## ENTRIES PROVIDED:
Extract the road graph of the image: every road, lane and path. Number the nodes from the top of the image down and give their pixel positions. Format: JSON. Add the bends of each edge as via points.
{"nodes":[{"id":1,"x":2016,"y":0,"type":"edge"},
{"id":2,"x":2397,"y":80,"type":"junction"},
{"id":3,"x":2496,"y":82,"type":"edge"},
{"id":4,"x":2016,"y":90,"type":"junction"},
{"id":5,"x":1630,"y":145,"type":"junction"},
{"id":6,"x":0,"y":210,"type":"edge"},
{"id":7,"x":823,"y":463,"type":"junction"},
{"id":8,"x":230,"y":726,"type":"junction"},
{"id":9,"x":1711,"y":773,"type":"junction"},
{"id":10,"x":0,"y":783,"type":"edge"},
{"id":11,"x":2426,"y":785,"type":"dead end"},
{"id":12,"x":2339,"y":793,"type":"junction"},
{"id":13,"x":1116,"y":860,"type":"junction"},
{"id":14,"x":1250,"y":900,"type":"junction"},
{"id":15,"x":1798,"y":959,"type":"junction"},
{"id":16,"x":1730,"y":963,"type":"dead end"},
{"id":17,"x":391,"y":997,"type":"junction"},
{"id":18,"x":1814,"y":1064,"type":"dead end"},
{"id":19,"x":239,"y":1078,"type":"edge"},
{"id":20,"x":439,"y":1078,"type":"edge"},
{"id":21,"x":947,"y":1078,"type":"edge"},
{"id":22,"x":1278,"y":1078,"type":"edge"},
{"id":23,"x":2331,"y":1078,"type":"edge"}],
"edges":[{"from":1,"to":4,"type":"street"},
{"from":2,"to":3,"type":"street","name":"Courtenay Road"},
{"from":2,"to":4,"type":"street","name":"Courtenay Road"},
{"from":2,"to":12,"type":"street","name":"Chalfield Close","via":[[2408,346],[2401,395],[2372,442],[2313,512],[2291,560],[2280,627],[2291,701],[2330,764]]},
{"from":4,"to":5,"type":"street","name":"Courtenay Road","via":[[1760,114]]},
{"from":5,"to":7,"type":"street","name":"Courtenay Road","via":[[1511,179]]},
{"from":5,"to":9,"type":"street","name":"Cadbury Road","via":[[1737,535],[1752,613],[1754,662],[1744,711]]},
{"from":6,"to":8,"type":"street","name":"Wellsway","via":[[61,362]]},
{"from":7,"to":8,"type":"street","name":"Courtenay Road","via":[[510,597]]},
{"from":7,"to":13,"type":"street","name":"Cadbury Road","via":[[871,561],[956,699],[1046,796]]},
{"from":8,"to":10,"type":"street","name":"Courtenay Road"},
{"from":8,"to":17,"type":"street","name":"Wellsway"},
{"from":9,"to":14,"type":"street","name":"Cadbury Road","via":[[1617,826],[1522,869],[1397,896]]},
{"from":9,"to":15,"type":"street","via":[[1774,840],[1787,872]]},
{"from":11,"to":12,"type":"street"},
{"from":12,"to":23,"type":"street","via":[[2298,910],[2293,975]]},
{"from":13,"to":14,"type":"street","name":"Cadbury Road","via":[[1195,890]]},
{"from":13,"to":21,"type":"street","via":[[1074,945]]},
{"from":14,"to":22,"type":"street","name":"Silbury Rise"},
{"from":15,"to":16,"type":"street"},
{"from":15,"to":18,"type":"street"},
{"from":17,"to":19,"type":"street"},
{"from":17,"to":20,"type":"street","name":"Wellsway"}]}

## WORK TASK:
Filter the records down to the lines containing the word "Cadbury", and copy those.

## REPLY:
{"from":5,"to":9,"type":"street","name":"Cadbury Road","via":[[1737,535],[1752,613],[1754,662],[1744,711]]},
{"from":7,"to":13,"type":"street","name":"Cadbury Road","via":[[871,561],[956,699],[1046,796]]},
{"from":9,"to":14,"type":"street","name":"Cadbury Road","via":[[1617,826],[1522,869],[1397,896]]},
{"from":13,"to":14,"type":"street","name":"Cadbury Road","via":[[1195,890]]},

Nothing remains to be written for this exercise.